Sadly, he never gained mastery over mathematics, especially algebra. He even occasionally made basic mistakes in his arithmetic. He’d add up a list of numbers in his notebooks—and come up with the wrong total.
But in whatever he was investigating, Leonardo accepted nothing at face value. His theories were based on observation, documentation, and proof: “There is nothing more deceptive than to rely on your own opinion, without any other proof.”
In the thousands upon thousands of pages in the notebooks, he was thinking like a scientist.
CHAPTER TEN
“I Have Wasted My Hours”
FROM 1500, WHEN Leonardo turned orty-eight, until just before his death in 1519, he was essentially homeless. Without even a country to ground him, he lived at times from day to day. A steady, sympathetic patron was once again proving elusive.
Traveling about with his small household made up of Salai and Luca Pacioli, he tried, within his limited means, to act the part of a refined aristocrat. He had the best horses. His servants were always well dressed, and he himself wore brocade and other fine fabrics.
In his trunks were precious cargo, forty books and his secret notebooks, except when he thought he might be in personal danger. Then he would leave them in a monastery, with someone he knew, for safe-keeping.
At least one observer noticed that he had grown “weary of the paintbrush.” He often turned commissions over to his assistants. The reason to accept art commissions was to finance his experiments. He spent his days observing, measuring, dissecting, questioning, weighing, and analyzing—and cataloging it all in his notebooks.
In Florence, after the overthrow of the pleasure-loving, free-thinking Medici in 1494, the most powerful person was a teacher of religion named Girolamo Savonarola. In 1496, he staged a mass burning of what he considered immoral books and works of art. Luckily, only a few trusted friends knew about Leonardo’s notebooks, or even of his interest in science. But many of his friends, labeled decadent, suffered under Savonarola.
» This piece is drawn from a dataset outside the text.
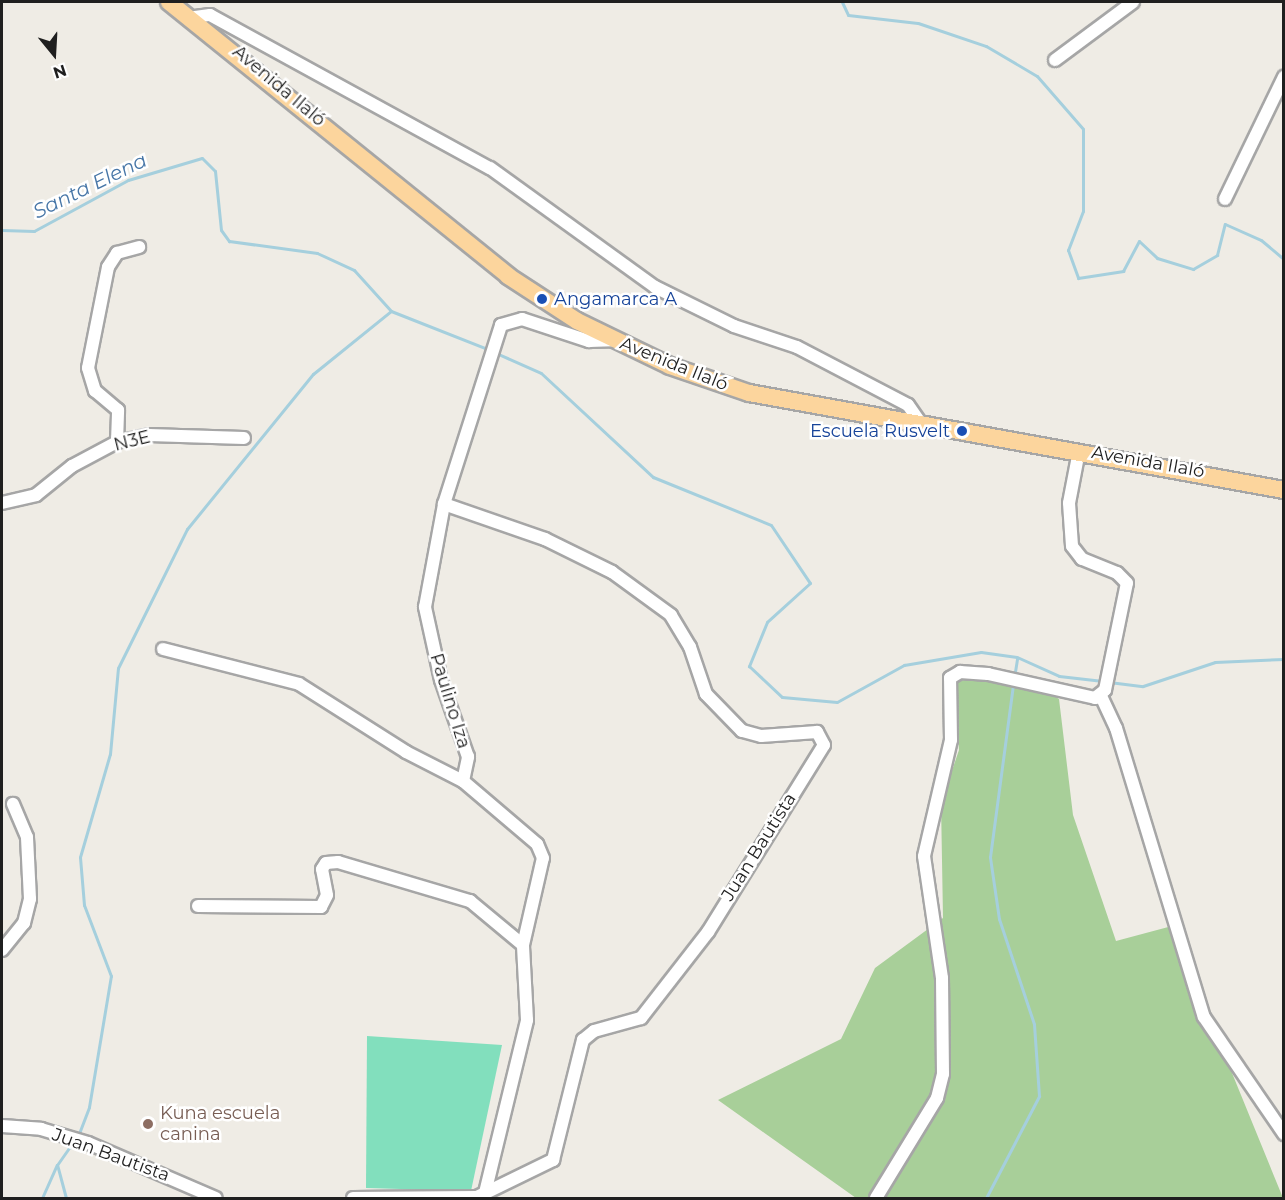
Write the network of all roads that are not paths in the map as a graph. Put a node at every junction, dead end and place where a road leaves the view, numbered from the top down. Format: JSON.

Wherever he traveled, he drew gorgeous maps, depicting geography with more detail and accuracy than any previous cartographers. But after nine months, Borgia’s atrocities may have proved too upsetting to Leonardo, who quit his post.
In 1504, he was invited to depict a Florentine battle victory for the city’s town hall. His archrival, the twenty-nine-year-old Michelangelo, was invited to paint another battle scene at the same time on another wall in the same room.
The two geniuses had never gotten along. Michelangelo showed no interest in science, which to Leonardo meant his art was inferior. Michelangelo had once publicly insulted the older artist for his habit of leaving things unfinished. Leonardo, for possibly the first time in his life, had no instant come-back. He just blushed.
Leonardo put three years into his battle scene. He struggled to convey all the horrors of war. But while he was experimenting, trying to achieve the most brilliant colors possible, the paint on the wall ran and . . . well, he never actually finished the painting.
Leonardo also worked on several portraits during these years. The only one that survives is one he never titled. We call it the Mona Lisa. Leonardo seems to have had a special affection for the picture, for he never sold it, taking it with him on all of his subsequent travels.